→ What to produce
Pull out every line with the word "провулок" from the entries below.

┌──

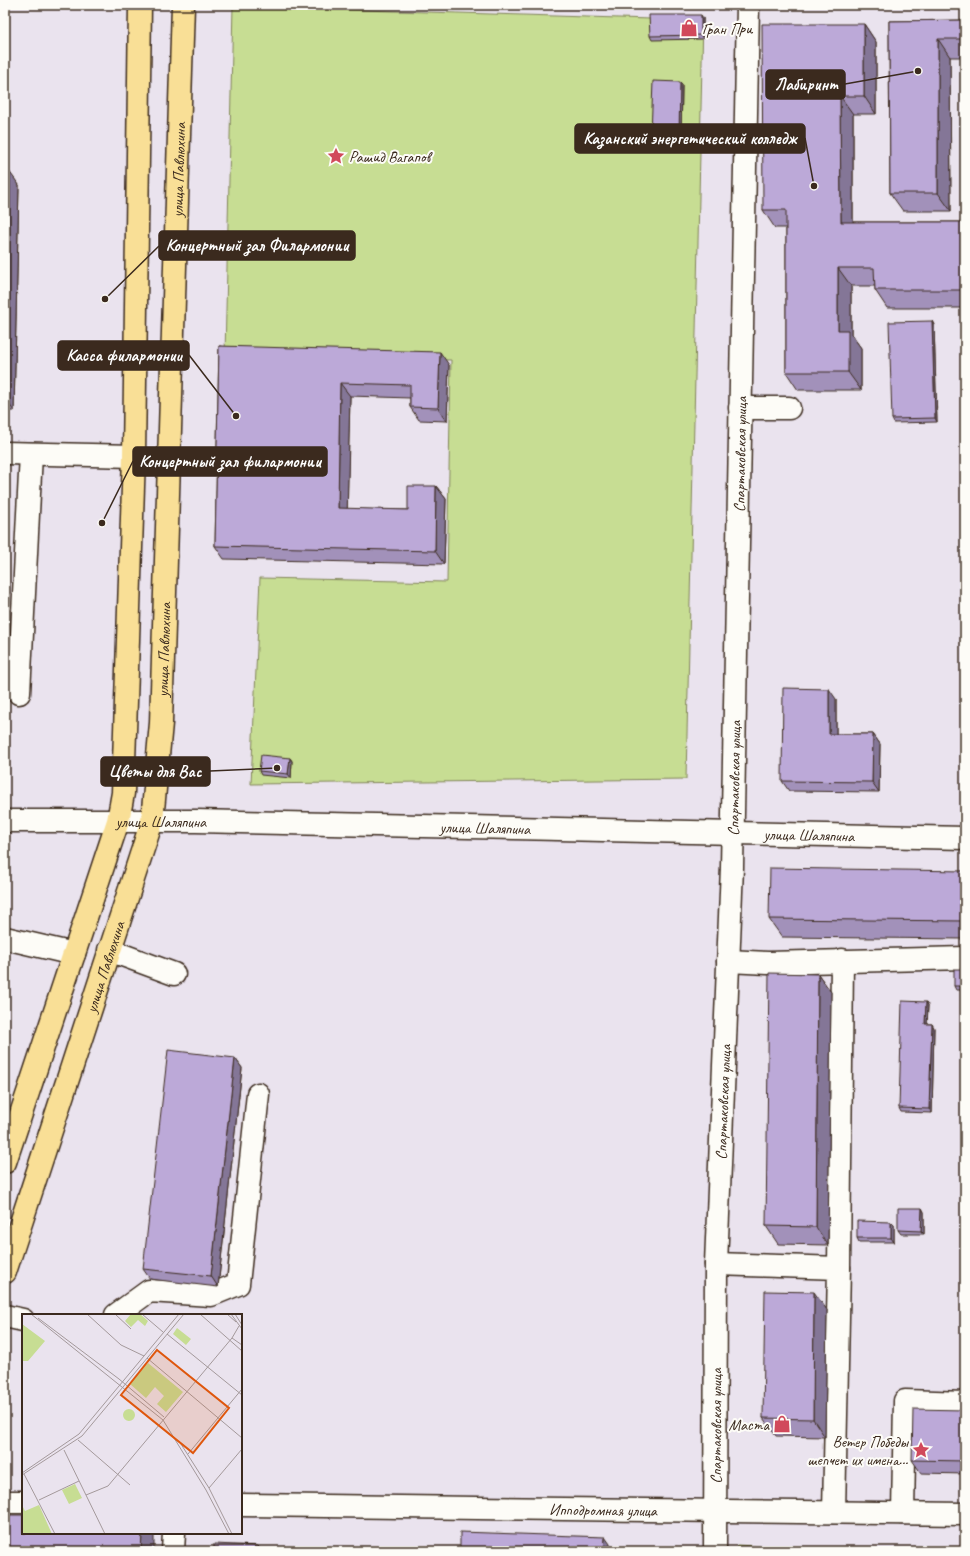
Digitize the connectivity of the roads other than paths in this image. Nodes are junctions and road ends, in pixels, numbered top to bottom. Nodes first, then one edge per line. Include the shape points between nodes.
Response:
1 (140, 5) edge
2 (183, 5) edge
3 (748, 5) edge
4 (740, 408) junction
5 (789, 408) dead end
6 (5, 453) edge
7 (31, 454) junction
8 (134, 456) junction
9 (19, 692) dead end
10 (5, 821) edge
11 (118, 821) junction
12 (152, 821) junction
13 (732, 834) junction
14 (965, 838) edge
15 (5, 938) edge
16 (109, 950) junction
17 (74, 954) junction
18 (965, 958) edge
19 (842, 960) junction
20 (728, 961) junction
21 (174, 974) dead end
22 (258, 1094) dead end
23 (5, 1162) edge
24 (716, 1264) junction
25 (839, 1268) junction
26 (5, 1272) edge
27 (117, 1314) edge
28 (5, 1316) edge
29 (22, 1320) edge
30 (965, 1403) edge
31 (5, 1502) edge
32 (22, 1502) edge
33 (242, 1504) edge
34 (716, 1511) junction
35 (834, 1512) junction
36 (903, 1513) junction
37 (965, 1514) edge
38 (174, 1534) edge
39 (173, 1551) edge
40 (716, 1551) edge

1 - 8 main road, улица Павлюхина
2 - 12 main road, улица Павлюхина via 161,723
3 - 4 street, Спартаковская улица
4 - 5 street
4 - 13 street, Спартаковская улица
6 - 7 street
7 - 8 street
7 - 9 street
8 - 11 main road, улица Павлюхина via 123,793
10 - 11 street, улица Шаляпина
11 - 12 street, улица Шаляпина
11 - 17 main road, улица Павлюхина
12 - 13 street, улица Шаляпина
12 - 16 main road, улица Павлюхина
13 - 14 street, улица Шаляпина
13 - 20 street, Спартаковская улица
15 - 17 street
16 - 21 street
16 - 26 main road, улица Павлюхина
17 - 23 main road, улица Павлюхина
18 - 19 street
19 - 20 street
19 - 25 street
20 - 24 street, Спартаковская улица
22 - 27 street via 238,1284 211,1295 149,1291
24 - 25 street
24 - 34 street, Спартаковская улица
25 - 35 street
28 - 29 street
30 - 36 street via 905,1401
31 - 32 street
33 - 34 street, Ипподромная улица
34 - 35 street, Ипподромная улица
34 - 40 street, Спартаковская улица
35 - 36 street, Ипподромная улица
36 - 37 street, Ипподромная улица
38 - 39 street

└──
┌──

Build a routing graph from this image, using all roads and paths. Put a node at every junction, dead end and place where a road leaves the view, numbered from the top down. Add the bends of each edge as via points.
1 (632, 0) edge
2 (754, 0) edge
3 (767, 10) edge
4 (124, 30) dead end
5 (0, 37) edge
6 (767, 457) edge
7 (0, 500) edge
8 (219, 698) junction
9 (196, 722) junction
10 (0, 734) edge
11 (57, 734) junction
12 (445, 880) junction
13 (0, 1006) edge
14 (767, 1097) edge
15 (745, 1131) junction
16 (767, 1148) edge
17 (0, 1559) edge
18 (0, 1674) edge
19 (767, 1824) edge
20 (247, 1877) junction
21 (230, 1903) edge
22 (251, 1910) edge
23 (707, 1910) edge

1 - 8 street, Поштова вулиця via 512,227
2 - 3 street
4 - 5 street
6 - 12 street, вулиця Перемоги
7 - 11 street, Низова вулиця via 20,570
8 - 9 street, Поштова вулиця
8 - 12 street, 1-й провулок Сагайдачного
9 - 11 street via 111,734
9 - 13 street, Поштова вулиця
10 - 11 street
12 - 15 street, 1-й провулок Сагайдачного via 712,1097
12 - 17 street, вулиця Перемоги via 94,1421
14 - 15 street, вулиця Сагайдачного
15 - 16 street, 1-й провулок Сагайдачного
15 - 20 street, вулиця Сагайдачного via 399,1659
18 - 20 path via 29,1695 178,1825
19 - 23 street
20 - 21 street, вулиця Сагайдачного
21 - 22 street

└──

→ Solution to this exercise
8 - 12 street, 1-й провулок Сагайдачного
12 - 15 street, 1-й провулок Сагайдачного via 712,1097
15 - 16 street, 1-й провулок Сагайдачного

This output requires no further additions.